→ Your instructions
Report how many lines below include the string "every". Please keep the reply to that number.

*** Extracted data ***

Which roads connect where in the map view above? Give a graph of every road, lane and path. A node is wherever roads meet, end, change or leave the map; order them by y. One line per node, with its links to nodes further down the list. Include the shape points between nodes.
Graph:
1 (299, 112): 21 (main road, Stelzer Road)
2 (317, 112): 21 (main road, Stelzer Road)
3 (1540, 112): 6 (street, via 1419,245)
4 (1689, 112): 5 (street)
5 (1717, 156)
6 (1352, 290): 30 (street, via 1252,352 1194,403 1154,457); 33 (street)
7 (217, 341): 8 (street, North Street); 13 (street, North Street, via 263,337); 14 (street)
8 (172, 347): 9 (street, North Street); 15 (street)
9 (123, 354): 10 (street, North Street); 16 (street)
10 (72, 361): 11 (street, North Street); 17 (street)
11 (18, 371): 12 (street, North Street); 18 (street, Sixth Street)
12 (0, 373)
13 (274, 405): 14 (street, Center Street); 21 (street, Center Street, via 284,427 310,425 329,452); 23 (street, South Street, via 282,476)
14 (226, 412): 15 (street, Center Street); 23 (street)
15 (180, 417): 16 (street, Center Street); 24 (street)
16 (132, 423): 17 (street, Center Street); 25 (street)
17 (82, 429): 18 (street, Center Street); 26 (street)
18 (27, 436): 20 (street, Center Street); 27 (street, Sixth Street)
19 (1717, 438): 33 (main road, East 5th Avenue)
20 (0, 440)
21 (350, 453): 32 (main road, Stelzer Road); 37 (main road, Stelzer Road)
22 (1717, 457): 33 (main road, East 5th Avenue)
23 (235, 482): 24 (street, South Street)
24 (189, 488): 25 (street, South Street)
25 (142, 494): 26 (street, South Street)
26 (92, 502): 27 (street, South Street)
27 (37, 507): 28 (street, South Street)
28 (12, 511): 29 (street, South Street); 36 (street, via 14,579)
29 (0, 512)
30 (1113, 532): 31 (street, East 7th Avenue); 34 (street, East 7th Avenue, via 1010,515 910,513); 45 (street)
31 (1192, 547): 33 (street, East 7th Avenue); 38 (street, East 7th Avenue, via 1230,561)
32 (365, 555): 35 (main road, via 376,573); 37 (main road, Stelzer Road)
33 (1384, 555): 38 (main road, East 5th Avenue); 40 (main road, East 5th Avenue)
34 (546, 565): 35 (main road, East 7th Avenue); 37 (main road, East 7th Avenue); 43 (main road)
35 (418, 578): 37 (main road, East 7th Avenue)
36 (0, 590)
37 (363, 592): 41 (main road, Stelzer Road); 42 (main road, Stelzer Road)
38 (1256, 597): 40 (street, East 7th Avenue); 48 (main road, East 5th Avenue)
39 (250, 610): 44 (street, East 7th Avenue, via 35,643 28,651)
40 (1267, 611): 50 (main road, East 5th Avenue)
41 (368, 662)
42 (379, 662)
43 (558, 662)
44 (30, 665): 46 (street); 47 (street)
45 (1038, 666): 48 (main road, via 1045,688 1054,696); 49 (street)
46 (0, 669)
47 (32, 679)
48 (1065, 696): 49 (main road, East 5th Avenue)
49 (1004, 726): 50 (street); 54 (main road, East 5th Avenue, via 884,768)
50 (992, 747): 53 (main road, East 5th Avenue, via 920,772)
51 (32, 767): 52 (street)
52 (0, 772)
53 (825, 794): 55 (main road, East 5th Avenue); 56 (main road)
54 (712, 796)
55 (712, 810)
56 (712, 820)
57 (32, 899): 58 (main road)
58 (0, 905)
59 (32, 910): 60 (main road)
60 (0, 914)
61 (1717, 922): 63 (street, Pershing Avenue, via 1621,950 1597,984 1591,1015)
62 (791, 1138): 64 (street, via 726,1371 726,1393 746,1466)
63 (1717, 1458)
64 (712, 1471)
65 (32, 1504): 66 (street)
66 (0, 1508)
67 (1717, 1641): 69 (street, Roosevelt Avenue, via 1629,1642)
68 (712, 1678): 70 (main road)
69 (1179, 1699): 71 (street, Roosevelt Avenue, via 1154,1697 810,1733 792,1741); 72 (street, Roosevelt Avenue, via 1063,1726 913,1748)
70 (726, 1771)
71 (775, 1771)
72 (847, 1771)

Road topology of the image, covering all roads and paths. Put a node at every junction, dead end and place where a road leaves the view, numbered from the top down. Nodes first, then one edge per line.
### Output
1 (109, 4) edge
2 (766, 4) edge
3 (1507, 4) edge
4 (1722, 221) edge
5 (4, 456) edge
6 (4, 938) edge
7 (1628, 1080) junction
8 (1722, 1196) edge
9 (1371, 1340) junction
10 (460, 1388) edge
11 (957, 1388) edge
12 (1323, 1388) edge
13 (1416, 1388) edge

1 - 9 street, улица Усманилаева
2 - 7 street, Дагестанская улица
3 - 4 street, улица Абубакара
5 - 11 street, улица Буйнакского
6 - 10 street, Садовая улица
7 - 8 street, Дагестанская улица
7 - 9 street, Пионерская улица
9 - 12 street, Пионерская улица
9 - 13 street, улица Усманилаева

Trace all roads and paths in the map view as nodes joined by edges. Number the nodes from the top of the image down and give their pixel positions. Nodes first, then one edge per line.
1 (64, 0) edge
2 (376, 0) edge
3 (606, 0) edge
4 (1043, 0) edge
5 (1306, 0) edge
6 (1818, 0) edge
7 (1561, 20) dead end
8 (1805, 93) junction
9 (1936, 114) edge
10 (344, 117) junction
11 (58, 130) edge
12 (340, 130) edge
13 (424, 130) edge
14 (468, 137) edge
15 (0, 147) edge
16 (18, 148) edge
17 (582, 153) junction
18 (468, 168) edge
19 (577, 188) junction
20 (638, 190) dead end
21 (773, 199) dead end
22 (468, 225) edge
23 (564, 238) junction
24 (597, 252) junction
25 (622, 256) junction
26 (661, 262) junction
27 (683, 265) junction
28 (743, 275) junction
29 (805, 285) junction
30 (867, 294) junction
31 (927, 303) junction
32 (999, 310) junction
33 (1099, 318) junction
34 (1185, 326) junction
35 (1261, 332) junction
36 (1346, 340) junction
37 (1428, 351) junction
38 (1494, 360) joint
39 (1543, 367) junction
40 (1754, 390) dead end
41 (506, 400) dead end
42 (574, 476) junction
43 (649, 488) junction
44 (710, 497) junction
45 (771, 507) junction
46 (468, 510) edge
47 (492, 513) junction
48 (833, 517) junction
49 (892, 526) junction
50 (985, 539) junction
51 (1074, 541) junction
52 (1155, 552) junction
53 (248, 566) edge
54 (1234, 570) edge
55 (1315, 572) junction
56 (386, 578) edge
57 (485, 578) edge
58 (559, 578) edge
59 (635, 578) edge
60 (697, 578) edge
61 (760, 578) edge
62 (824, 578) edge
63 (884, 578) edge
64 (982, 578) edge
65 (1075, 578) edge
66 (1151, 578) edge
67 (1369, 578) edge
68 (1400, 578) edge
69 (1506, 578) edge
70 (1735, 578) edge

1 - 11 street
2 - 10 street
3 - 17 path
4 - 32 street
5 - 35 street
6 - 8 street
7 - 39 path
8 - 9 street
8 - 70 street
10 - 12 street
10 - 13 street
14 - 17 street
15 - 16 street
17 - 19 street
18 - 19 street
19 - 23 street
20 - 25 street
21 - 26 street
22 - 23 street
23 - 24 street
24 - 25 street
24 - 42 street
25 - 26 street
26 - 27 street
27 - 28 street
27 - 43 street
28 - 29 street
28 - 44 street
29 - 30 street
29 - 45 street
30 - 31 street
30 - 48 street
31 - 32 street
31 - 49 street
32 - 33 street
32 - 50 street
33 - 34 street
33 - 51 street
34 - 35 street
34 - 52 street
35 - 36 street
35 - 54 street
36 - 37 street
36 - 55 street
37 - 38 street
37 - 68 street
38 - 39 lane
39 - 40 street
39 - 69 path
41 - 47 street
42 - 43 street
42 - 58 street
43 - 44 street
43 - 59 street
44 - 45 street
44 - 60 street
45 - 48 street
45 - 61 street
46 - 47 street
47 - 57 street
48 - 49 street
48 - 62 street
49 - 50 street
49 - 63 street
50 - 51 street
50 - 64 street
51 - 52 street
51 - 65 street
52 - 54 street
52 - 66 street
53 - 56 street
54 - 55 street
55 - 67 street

*** End of Extracted data ***

→ Finished exercise
2